Work instruction:
Please copy every line from the records below that contains the string "picture".

Records for this exercise:
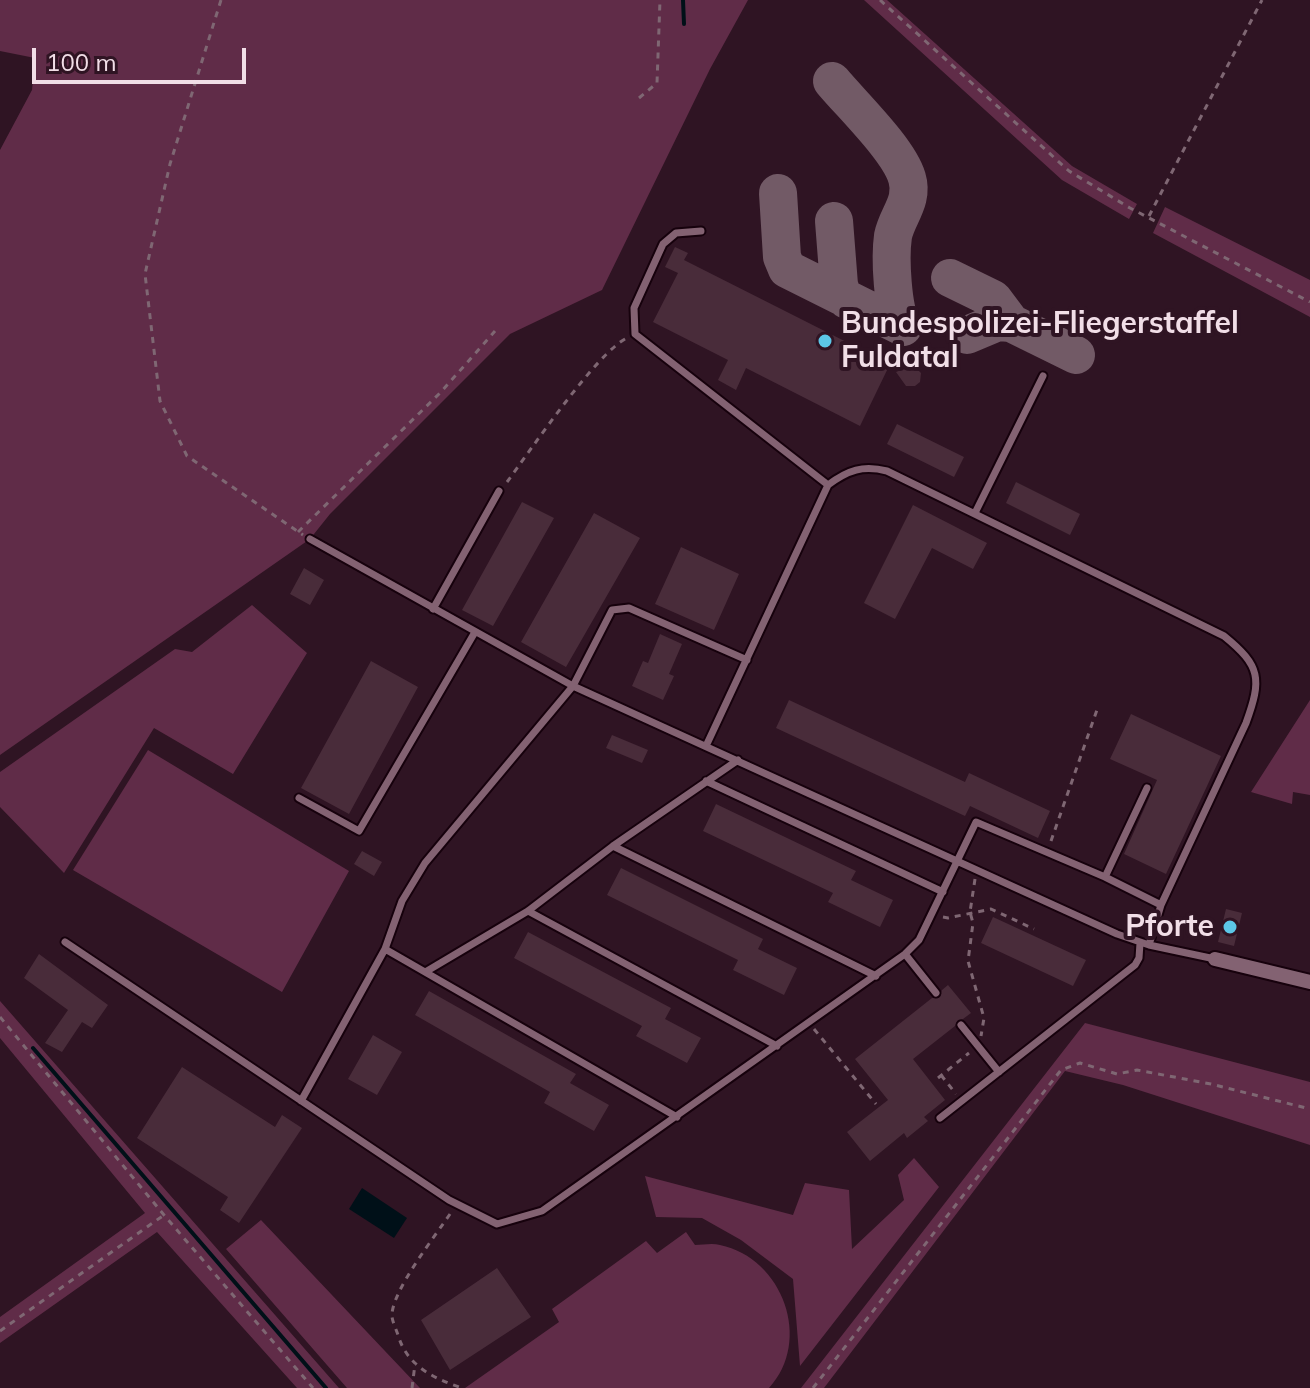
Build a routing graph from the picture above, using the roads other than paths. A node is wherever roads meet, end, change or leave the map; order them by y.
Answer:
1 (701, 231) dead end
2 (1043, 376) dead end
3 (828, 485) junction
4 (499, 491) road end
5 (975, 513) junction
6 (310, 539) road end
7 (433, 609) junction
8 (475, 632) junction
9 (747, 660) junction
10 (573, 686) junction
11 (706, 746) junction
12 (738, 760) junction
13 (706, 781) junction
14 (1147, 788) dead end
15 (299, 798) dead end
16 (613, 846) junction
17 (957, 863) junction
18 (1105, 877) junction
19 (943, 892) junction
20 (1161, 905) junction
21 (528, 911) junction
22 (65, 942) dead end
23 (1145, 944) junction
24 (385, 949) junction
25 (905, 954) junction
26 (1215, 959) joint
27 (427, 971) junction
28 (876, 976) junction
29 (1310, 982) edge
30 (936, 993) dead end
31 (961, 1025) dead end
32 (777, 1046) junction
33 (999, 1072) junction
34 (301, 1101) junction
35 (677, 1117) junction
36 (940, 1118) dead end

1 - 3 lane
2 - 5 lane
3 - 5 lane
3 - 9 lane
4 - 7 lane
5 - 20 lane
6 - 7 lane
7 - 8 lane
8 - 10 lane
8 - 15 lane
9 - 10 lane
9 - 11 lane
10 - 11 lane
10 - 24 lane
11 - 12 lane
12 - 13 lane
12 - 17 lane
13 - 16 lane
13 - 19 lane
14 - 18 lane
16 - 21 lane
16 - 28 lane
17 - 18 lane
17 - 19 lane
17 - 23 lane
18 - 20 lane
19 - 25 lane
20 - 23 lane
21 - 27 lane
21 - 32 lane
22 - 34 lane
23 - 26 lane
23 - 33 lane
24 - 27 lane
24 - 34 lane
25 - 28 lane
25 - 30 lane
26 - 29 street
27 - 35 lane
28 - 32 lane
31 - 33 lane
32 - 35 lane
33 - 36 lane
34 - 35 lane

---

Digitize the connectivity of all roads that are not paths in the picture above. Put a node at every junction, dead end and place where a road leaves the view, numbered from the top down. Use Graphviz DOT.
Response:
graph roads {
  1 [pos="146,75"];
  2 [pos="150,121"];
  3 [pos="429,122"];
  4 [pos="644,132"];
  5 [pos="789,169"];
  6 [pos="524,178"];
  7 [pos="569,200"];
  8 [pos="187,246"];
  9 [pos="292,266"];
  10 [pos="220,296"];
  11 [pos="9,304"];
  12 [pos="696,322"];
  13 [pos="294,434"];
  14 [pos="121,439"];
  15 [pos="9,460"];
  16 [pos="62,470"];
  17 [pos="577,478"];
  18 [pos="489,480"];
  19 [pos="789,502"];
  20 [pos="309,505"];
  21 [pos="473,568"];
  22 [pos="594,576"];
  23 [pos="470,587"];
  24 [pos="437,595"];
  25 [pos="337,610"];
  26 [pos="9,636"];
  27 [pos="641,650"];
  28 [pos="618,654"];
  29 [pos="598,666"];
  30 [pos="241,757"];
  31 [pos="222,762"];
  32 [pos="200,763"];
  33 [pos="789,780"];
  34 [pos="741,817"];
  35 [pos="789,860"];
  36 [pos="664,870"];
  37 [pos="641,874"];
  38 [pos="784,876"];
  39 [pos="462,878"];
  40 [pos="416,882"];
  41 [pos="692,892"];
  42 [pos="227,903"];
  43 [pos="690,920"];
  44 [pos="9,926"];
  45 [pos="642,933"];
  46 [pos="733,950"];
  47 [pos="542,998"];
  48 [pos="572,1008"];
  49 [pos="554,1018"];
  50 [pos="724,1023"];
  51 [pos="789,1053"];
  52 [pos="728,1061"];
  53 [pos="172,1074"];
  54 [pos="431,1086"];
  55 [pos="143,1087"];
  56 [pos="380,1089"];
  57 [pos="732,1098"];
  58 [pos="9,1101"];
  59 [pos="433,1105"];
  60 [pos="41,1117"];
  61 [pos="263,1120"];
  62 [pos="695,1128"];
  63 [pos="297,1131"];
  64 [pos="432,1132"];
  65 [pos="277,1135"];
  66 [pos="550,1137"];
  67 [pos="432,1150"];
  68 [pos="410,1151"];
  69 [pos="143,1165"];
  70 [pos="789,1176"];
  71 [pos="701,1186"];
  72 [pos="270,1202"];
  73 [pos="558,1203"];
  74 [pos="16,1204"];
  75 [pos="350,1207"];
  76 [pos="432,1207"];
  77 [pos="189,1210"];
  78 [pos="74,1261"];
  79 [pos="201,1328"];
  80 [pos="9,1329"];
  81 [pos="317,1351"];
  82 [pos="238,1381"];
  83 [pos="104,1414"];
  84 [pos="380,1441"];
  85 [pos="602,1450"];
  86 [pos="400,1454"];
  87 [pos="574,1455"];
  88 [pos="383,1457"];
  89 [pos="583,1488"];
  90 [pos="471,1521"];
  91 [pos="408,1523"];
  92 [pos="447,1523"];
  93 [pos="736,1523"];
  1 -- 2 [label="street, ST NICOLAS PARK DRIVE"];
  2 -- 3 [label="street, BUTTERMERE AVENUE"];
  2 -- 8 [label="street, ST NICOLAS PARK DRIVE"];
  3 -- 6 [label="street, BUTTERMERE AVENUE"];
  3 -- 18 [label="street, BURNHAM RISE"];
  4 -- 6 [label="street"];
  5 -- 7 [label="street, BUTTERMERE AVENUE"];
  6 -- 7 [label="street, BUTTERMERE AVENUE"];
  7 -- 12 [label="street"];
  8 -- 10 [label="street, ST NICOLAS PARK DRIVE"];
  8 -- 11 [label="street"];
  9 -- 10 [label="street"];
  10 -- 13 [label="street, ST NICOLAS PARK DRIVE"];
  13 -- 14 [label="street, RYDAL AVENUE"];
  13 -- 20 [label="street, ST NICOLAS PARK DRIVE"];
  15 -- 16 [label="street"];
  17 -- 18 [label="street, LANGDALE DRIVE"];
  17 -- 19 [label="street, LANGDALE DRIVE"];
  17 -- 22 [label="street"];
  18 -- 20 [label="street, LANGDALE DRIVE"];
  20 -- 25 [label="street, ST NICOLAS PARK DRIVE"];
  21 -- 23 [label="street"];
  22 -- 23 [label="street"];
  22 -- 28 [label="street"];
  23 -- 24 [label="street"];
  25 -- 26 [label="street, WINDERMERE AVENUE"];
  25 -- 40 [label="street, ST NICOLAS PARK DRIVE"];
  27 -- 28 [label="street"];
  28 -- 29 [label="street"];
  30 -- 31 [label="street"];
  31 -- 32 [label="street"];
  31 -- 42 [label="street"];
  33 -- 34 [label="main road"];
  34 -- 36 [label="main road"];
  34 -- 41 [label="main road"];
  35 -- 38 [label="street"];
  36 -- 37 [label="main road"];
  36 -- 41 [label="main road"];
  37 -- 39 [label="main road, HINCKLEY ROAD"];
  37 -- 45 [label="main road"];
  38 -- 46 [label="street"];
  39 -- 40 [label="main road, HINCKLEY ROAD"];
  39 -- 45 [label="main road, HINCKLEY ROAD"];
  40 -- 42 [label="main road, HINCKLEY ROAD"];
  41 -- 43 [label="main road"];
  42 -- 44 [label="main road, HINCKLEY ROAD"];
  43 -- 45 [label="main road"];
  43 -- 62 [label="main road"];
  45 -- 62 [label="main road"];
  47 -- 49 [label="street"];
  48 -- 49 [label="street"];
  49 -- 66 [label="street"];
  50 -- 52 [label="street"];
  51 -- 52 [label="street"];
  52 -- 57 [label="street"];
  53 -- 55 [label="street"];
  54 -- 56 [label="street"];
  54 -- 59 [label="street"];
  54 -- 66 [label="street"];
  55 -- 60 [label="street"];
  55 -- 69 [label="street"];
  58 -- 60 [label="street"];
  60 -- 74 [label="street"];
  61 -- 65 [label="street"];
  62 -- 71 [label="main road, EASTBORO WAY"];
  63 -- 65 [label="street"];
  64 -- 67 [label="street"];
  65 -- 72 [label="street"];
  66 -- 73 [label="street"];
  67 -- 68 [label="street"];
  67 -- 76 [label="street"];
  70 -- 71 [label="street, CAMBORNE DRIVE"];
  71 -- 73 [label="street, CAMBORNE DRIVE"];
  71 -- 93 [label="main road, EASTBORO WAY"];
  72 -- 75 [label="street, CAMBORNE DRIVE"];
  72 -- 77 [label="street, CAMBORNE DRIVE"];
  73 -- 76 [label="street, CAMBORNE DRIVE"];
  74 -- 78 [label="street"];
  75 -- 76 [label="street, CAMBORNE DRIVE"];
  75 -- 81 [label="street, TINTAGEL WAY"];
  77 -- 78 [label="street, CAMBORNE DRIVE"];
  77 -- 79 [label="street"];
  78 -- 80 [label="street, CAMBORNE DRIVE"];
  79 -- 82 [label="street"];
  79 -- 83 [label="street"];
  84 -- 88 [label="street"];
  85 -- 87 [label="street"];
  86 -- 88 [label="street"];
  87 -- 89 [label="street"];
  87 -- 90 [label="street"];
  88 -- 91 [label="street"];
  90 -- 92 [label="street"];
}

Solved exercise:
Build a routing graph from the picture above, using the roads other than paths. A node is wherever roads meet, end, change or leave the map; order them by y.
Digitize the connectivity of all roads that are not paths in the picture above. Put a node at every junction, dead end and place where a road leaves the view, numbered from the top down. Use Graphviz DOT.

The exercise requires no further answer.